● **Work to be completed**:
Please write out, exactly as given, every line of the entries below up to and including the line with "Write the network".
━━━━━ Extracted records ━━━━━
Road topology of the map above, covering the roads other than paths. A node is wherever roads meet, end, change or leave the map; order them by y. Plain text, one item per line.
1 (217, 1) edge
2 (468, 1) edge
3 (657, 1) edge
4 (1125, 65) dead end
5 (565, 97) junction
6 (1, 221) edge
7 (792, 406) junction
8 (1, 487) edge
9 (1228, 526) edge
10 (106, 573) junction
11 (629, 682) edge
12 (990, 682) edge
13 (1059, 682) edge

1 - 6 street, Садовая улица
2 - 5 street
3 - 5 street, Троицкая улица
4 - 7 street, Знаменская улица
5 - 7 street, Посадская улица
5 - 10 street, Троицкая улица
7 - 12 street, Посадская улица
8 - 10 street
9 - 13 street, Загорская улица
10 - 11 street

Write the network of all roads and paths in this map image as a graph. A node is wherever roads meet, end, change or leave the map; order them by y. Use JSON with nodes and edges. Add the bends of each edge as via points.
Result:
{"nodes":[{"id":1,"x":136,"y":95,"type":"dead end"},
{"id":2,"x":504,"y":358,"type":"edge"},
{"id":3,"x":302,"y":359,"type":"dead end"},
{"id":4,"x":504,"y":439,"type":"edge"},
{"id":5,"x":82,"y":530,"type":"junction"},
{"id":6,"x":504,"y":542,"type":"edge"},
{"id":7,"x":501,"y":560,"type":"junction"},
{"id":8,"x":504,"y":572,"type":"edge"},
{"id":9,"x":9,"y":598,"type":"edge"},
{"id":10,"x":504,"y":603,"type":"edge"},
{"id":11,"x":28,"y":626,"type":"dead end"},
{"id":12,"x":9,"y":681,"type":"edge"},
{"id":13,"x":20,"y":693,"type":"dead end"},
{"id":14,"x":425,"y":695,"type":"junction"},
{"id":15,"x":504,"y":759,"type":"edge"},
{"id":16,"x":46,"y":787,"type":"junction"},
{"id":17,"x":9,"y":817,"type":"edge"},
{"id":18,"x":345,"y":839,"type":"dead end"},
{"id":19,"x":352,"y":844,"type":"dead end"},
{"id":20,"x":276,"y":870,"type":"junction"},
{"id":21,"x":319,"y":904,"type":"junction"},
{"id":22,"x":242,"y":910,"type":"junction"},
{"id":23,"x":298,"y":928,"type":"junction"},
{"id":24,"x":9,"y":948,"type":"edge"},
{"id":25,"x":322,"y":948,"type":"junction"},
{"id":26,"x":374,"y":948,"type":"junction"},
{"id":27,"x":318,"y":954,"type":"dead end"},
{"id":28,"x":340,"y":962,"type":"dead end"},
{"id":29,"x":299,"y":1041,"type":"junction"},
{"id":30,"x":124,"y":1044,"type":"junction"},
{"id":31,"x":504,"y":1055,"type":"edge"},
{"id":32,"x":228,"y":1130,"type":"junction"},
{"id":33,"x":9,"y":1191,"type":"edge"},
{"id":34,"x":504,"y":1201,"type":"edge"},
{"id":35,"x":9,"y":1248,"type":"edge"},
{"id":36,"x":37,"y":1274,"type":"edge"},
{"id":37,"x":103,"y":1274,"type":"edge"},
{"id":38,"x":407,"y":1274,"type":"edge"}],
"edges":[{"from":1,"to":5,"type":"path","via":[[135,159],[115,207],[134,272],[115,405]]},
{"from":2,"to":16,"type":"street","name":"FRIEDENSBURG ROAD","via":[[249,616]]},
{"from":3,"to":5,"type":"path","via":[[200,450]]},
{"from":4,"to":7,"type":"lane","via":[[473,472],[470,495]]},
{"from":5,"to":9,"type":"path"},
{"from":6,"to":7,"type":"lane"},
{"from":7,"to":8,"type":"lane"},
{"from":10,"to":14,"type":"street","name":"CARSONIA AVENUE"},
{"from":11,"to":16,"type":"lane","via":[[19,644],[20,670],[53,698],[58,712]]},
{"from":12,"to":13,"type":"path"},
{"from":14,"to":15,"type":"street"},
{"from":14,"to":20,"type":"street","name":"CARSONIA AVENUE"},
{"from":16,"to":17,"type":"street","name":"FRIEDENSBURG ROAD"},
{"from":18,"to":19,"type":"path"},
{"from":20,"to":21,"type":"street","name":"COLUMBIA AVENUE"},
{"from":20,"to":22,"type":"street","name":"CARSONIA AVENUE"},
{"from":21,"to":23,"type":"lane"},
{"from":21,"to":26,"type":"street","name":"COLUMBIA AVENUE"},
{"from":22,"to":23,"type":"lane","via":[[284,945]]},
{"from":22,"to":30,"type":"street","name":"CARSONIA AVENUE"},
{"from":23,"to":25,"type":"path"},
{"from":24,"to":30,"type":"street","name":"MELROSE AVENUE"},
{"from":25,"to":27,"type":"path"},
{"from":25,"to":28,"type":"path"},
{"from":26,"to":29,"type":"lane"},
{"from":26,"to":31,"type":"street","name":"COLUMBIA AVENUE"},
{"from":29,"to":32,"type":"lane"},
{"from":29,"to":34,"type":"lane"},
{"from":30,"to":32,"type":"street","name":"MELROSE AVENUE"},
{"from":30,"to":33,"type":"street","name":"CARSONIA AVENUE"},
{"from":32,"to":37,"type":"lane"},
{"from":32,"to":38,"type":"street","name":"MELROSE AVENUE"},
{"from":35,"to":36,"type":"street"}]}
━━━━━
● **Task response**:
Road topology of the map above, covering the roads other than paths. A node is wherever roads meet, end, change or leave the map; order them by y. Plain text, one item per line.
1 (217, 1) edge
2 (468, 1) edge
3 (657, 1) edge
4 (1125, 65) dead end
5 (565, 97) junction
6 (1, 221) edge
7 (792, 406) junction
8 (1, 487) edge
9 (1228, 526) edge
10 (106, 573) junction
11 (629, 682) edge
12 (990, 682) edge
13 (1059, 682) edge

1 - 6 street, Садовая улица
2 - 5 street
3 - 5 street, Троицкая улица
4 - 7 street, Знаменская улица
5 - 7 street, Посадская улица
5 - 10 street, Троицкая улица
7 - 12 street, Посадская улица
8 - 10 street
9 - 13 street, Загорская улица
10 - 11 street

Write the network of all roads and paths in this map image as a graph. A node is wherever roads meet, end, change or leave the map; order them by y. Use JSON with nodes and edges. Add the bends of each edge as via points.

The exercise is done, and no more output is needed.